Muovendo, così, dalle contestazioni di bancarotta per distrazione (relativa alle due automobili ed alla somma in contanti), la Corte d’appello aveva considerato che l’occultamento dei libri e delle scritture contabili (che esistevano fino al 2014, come ricordato dal commercialista della fallita e che proprio al prevenuto erano state consegnate) fosse stata strumentale al parallelo consumate distrazioni.
Così fornendo una motivazione, sul necessario dolo specifico, di danno ai creditori della fallita e di proprio vantaggio, priva di manifeste aporie logiche.
Il secondo motivo, sulla configurabilità del delitto di bancarotta patrimoniale, è parimenti inammissibile perché versato in fatto e perché manifestamente infondato.
E’ versato in fatto in quanto volto ad ottenere da questa Corte la riconsiderazione degli elementi posti a fondamento della decisione, la cui valutazione è, invece, in via esclusiva, riservata al giudice di merito, così che non può integrare il vizio di legittimità la mera prospettazione di una diversa, e per il
ricorrente più adeguata, valutazione delle risultanze processuali (per tutte: Sez. Un., 30/4-2/7/1997, n. 6402, COGNOME, Rv. 207944; ed ancora: Sez. 4, n. 4842 del 02/12/2003 – 06/02/2004, Elia, Rv. 229369).
La Corte di merito, infatti (ferma rimanendo la non contestata distrazione della Fiat 500), aveva considerato che, comunque l’altra vettura, la Mini, aveva un residuo valore economico (che era stato pacificamente sottratto) e che la somma in contanti, indicata come distratta dal patrimonio della fallita, era stata bonificata dal medesimo imputato su propri conti, non potendo poi congruamente sostenere che la stessa gli era dovuta a titolo di compensi, posto che gli stessi non erano stati precisati né nell’an né nel quantum, e che, del resto, tale titolo mai era stato prospettato, prima del giudizio stesso.

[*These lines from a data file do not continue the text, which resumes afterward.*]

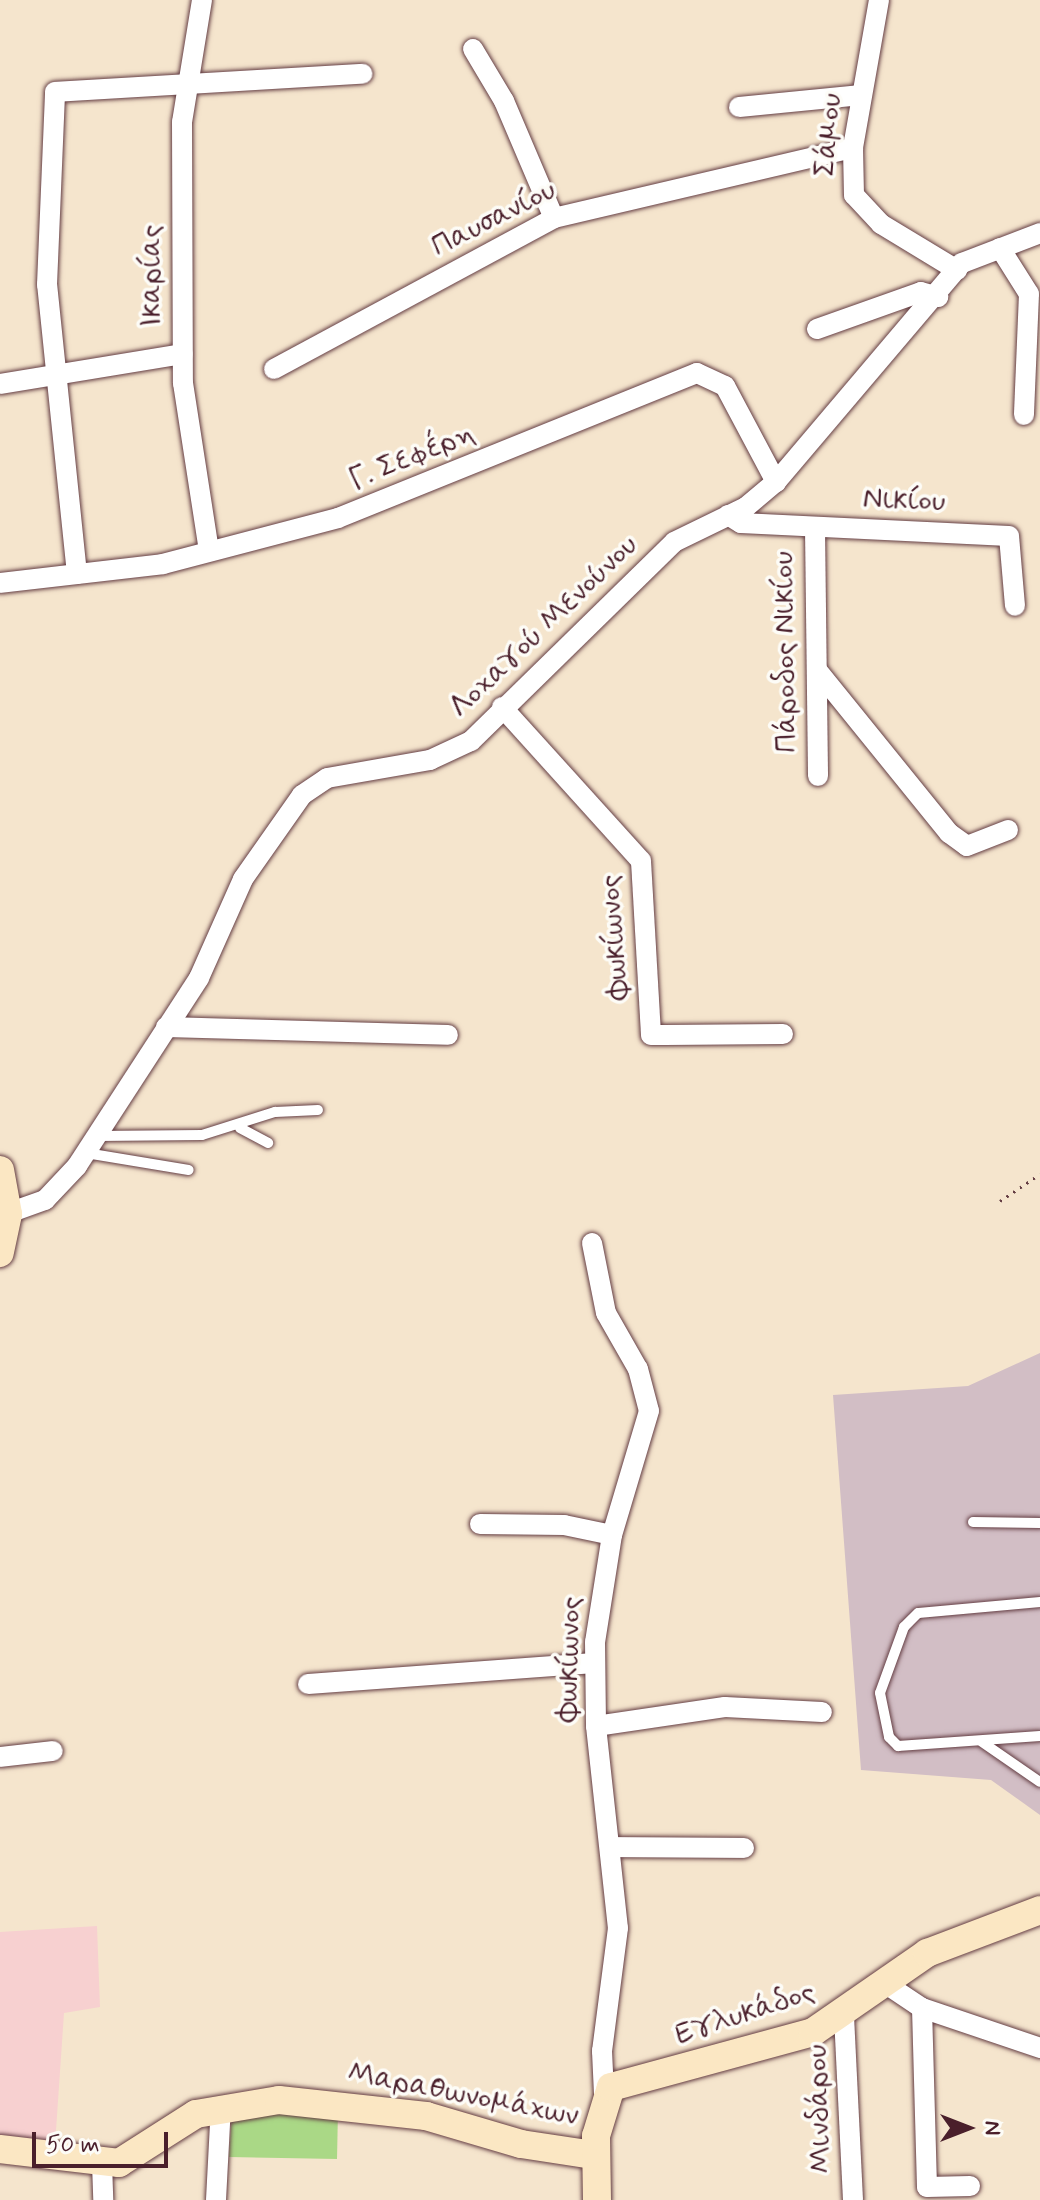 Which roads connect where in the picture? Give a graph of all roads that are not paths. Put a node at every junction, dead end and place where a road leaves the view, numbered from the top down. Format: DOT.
graph roads {
  1 [pos="202,0"];
  2 [pos="879,0"];
  3 [pos="473,49"];
  4 [pos="362,74"];
  5 [pos="186,86"];
  6 [pos="861,95"];
  7 [pos="739,107"];
  8 [pos="853,148"];
  9 [pos="554,218"];
  10 [pos="1040,233"];
  11 [pos="1000,248"];
  12 [pos="957,270"];
  13 [pos="938,297"];
  14 [pos="817,329"];
  15 [pos="183,354"];
  16 [pos="274,369"];
  17 [pos="54,374"];
  18 [pos="0,384"];
  19 [pos="1024,415"];
  20 [pos="776,482"];
  21 [pos="728,515"];
  22 [pos="815,528"];
  23 [pos="209,551"];
  24 [pos="77,574"];
  25 [pos="0,583"];
  26 [pos="1015,606"];
  27 [pos="817,670"];
  28 [pos="502,707"];
  29 [pos="818,776"];
  30 [pos="1008,830"];
  31 [pos="166,1027"];
  32 [pos="783,1034"];
  33 [pos="448,1035"];
  34 [pos="318,1110"];
  35 [pos="240,1128"];
  36 [pos="268,1143"];
  37 [pos="91,1144"];
  38 [pos="0,1170"];
  39 [pos="189,1170"];
  40 [pos="4,1215"];
  41 [pos="592,1243"];
  42 [pos="0,1253"];
  43 [pos="973,1522"];
  44 [pos="1040,1523"];
  45 [pos="480,1524"];
  46 [pos="612,1535"];
  47 [pos="1040,1602"];
  48 [pos="594,1663"];
  49 [pos="308,1684"];
  50 [pos="822,1712"];
  51 [pos="596,1726"];
  52 [pos="1040,1736"];
  53 [pos="982,1742"];
  54 [pos="53,1751"];
  55 [pos="0,1757"];
  56 [pos="1040,1782"];
  57 [pos="610,1847"];
  58 [pos="744,1848"];
  59 [pos="1040,1910"];
  60 [pos="883,1982"];
  61 [pos="922,2008"];
  62 [pos="844,2016"];
  63 [pos="1040,2048"];
  64 [pos="604,2093"];
  65 [pos="221,2106"];
  66 [pos="0,2149"];
  67 [pos="594,2155"];
  68 [pos="102,2163"];
  69 [pos="970,2186"];
  70 [pos="103,2200"];
  71 [pos="216,2200"];
  72 [pos="597,2200"];
  73 [pos="853,2200"];
  1 -- 5 [label="street, Ικαρίας"];
  2 -- 6 [label="street, Σάμου"];
  3 -- 9 [label="street"];
  4 -- 5 [label="street"];
  5 -- 15 [label="street, Ικαρίας"];
  5 -- 17 [label="street"];
  6 -- 7 [label="street"];
  6 -- 8 [label="street, Σάμου"];
  8 -- 9 [label="street, Παυσανίου"];
  8 -- 12 [label="street, Σάμου"];
  9 -- 16 [label="street, Παυσανίου"];
  10 -- 11 [label="street, Λοχαγού Μενούνου"];
  11 -- 12 [label="street, Λοχαγού Μενούνου"];
  11 -- 19 [label="street"];
  12 -- 13 [label="street, Λοχαγού Μενούνου"];
  13 -- 14 [label="street"];
  13 -- 20 [label="street, Λοχαγού Μενούνου"];
  15 -- 17 [label="street"];
  15 -- 23 [label="street, Ικαρίας"];
  17 -- 18 [label="street"];
  17 -- 24 [label="street"];
  20 -- 21 [label="street, Λοχαγού Μενούνου"];
  20 -- 23 [label="street, Γ. Σεφέρη"];
  21 -- 22 [label="street, Νικίου"];
  21 -- 28 [label="street, Λοχαγού Μενούνου"];
  22 -- 26 [label="street, Νικίου"];
  22 -- 27 [label="street, Πάροδος Νικίου"];
  23 -- 24 [label="street, Γ. Σεφέρη"];
  24 -- 25 [label="street, Γ. Σεφέρη"];
  27 -- 29 [label="street, Πάροδος Νικίου"];
  27 -- 30 [label="street"];
  28 -- 31 [label="street, Λοχαγού Μενούνου"];
  28 -- 32 [label="street, Φωκίωνος"];
  31 -- 33 [label="street"];
  31 -- 37 [label="street, Λοχαγού Μενούνου"];
  34 -- 35 [label="lane"];
  35 -- 36 [label="lane"];
  35 -- 37 [label="lane"];
  37 -- 39 [label="lane"];
  37 -- 40 [label="street, Λοχαγού Μενούνου"];
  38 -- 40 [label="main road"];
  40 -- 42 [label="main road"];
  41 -- 46 [label="street, Φωκίωνος"];
  43 -- 44 [label="lane"];
  45 -- 46 [label="street"];
  46 -- 48 [label="street, Φωκίωνος"];
  47 -- 53 [label="lane"];
  48 -- 49 [label="street"];
  48 -- 51 [label="street, Φωκίωνος"];
  50 -- 51 [label="street"];
  51 -- 57 [label="street, Φωκίωνος"];
  52 -- 53 [label="lane"];
  53 -- 56 [label="lane"];
  54 -- 55 [label="street"];
  57 -- 58 [label="street"];
  57 -- 64 [label="street, Φωκίωνος"];
  59 -- 60 [label="main road, Εγλυκάδος"];
  60 -- 61 [label="street"];
  60 -- 62 [label="main road, Εγλυκάδος"];
  61 -- 63 [label="street"];
  61 -- 69 [label="street"];
  62 -- 64 [label="main road, Εγλυκάδος"];
  62 -- 73 [label="street, Μινδάρου"];
  64 -- 67 [label="main road"];
  65 -- 67 [label="main road, Μαραθωνομάχων"];
  65 -- 68 [label="main road, Μαραθωνομάχων"];
  65 -- 71 [label="street"];
  66 -- 68 [label="main road, Μαραθωνομάχων"];
  67 -- 72 [label="main road"];
  68 -- 70 [label="street"];
} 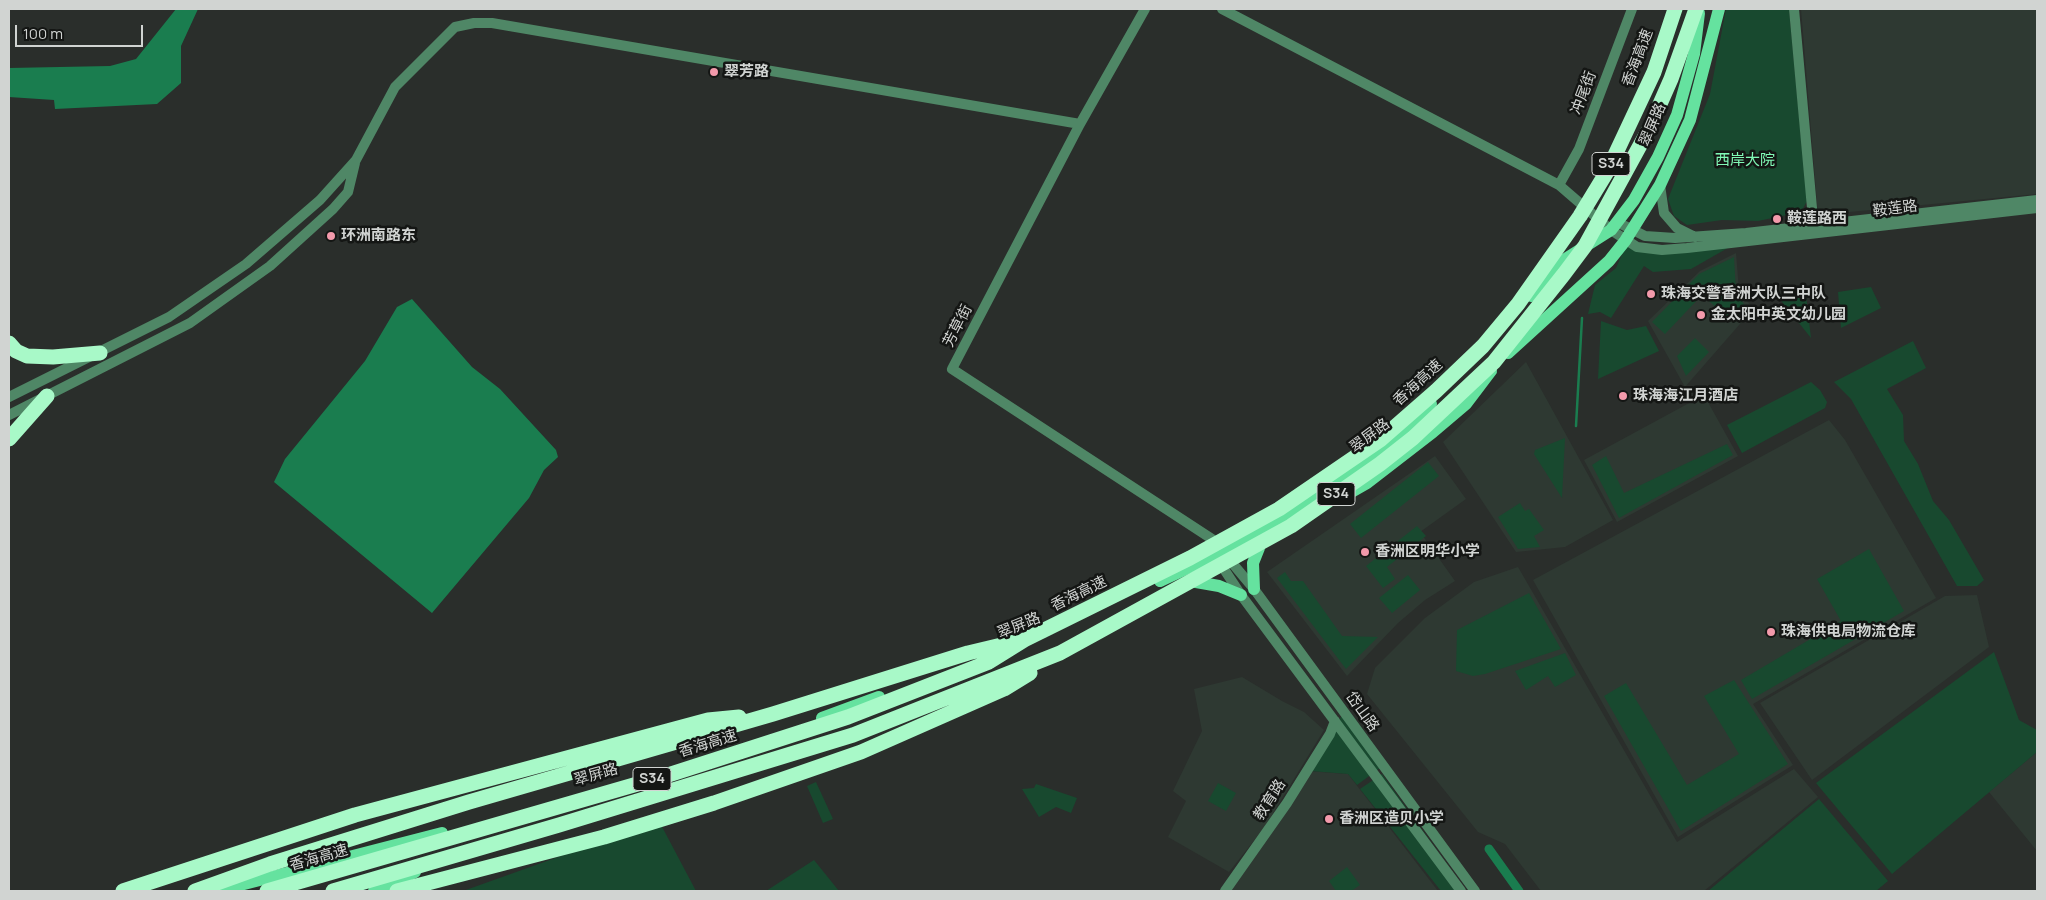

Dovevano pertanto considerarsi condotte distrattive tutte quelle contestate al prevenuto, peraltro afferenti gli unici cespiti attivi della società, concretando tali condotte il correlativo concreto pregiudizio delle ragioni economiche dei creditori della fallita.
All’inammissibilità del ricorso segue la condanna del ricorrente al pagamento delle spese processuali e, versando il medesimo in colpa, della somma di euro 3.000,00 in favore della Cassa delle ammende.
P.Q.M.
Dichiara inammissibile il ricorso e condanna il ricorrente al pagamento delle spese processuali e della somma di euro tremila in favore della cassa delle ammende.
Così deciso, in Roma il 12 novembre 2024.